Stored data
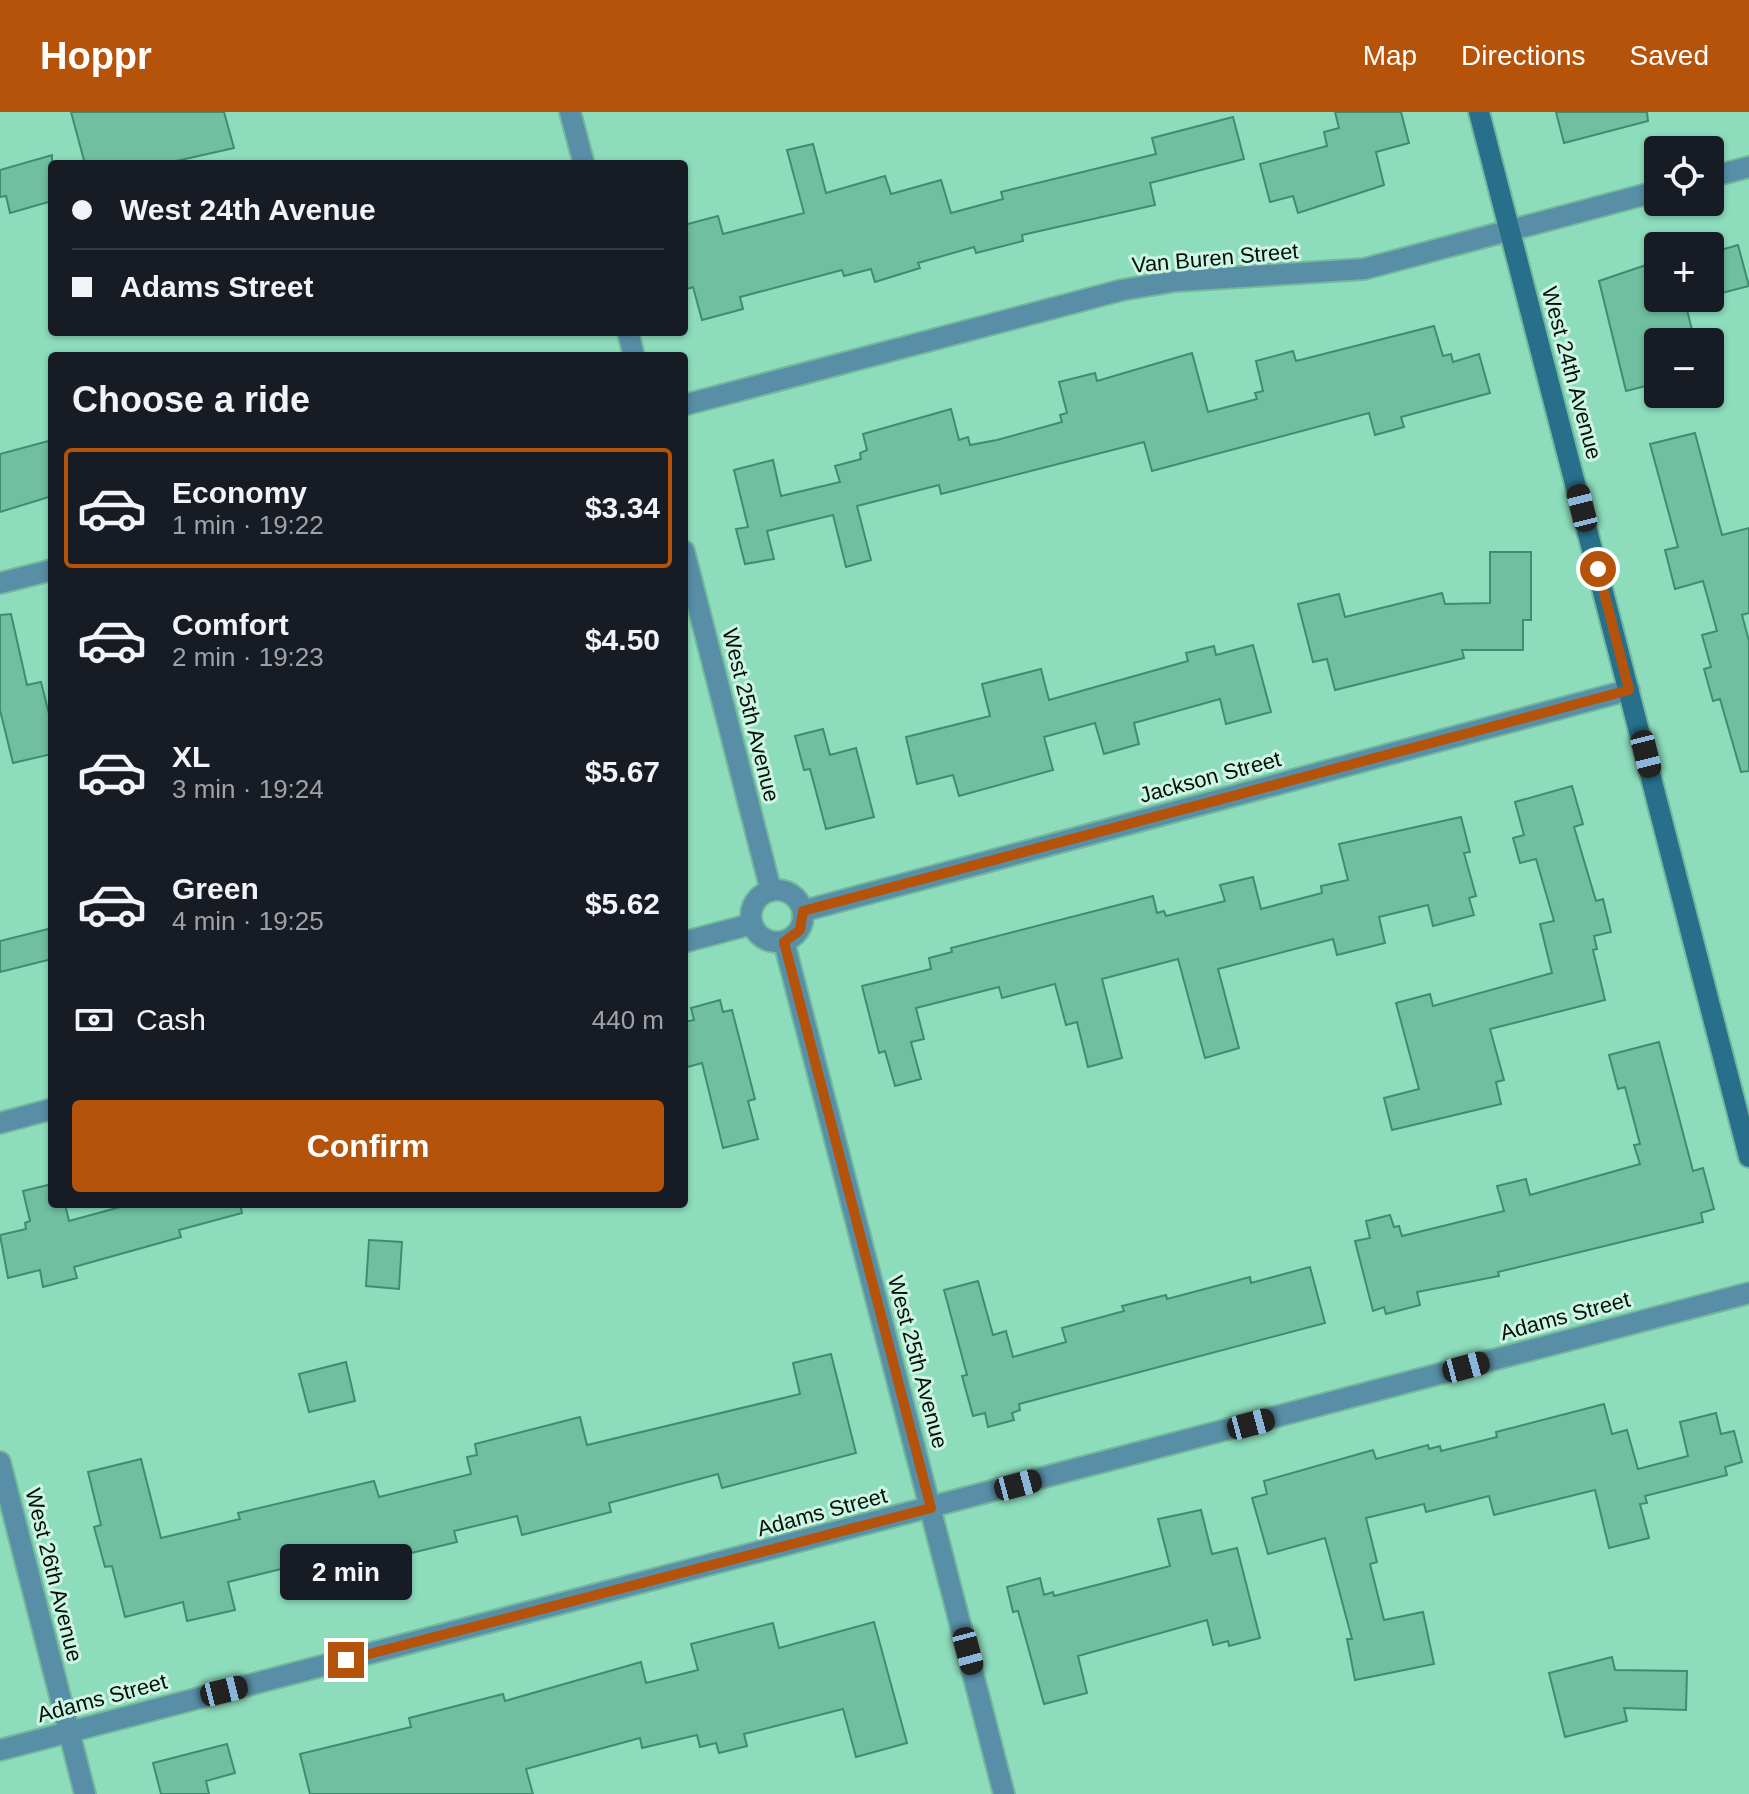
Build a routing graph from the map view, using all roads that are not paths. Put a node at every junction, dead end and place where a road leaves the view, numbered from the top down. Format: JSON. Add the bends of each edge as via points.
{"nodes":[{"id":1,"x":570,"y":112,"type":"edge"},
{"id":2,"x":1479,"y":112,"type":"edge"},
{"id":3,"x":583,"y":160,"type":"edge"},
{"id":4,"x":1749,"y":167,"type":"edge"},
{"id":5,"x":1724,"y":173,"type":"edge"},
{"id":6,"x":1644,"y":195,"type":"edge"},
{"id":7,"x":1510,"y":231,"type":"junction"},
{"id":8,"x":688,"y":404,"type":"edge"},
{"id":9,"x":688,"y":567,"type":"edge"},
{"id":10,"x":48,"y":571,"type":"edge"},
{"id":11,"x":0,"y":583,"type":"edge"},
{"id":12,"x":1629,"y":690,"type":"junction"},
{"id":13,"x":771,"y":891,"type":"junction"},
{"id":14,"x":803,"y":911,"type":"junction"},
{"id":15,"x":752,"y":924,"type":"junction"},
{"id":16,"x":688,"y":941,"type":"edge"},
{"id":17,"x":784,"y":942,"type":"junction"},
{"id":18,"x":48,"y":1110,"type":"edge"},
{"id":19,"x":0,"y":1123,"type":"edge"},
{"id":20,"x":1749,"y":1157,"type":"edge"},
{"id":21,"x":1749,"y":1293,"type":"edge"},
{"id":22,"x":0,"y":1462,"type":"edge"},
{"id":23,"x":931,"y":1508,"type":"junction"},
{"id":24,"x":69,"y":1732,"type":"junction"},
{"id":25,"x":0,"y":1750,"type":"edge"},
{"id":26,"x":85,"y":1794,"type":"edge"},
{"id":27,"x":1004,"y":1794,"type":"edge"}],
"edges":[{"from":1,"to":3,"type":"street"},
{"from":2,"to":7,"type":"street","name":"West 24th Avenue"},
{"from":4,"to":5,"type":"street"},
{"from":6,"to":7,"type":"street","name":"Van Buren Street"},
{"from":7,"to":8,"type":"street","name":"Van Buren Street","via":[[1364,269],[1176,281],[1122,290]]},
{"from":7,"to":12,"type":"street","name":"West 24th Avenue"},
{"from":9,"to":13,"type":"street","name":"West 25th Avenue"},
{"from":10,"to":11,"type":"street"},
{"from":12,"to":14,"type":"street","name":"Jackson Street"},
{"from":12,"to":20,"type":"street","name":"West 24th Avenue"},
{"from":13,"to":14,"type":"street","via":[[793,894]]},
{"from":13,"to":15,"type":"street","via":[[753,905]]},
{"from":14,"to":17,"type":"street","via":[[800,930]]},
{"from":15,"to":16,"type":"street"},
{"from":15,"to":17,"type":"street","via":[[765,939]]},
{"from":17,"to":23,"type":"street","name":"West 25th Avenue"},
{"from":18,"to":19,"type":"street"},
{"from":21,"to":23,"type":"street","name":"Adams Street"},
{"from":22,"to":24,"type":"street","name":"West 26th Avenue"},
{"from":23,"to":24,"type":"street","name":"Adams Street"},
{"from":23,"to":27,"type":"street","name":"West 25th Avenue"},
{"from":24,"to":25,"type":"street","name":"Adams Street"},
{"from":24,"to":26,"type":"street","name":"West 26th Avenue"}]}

• [Exercise details]
Return all lines from the data that include the string "Adams".

• [Task result]
{"from":21,"to":23,"type":"street","name":"Adams Street"},
{"from":23,"to":24,"type":"street","name":"Adams Street"},
{"from":24,"to":25,"type":"street","name":"Adams Street"},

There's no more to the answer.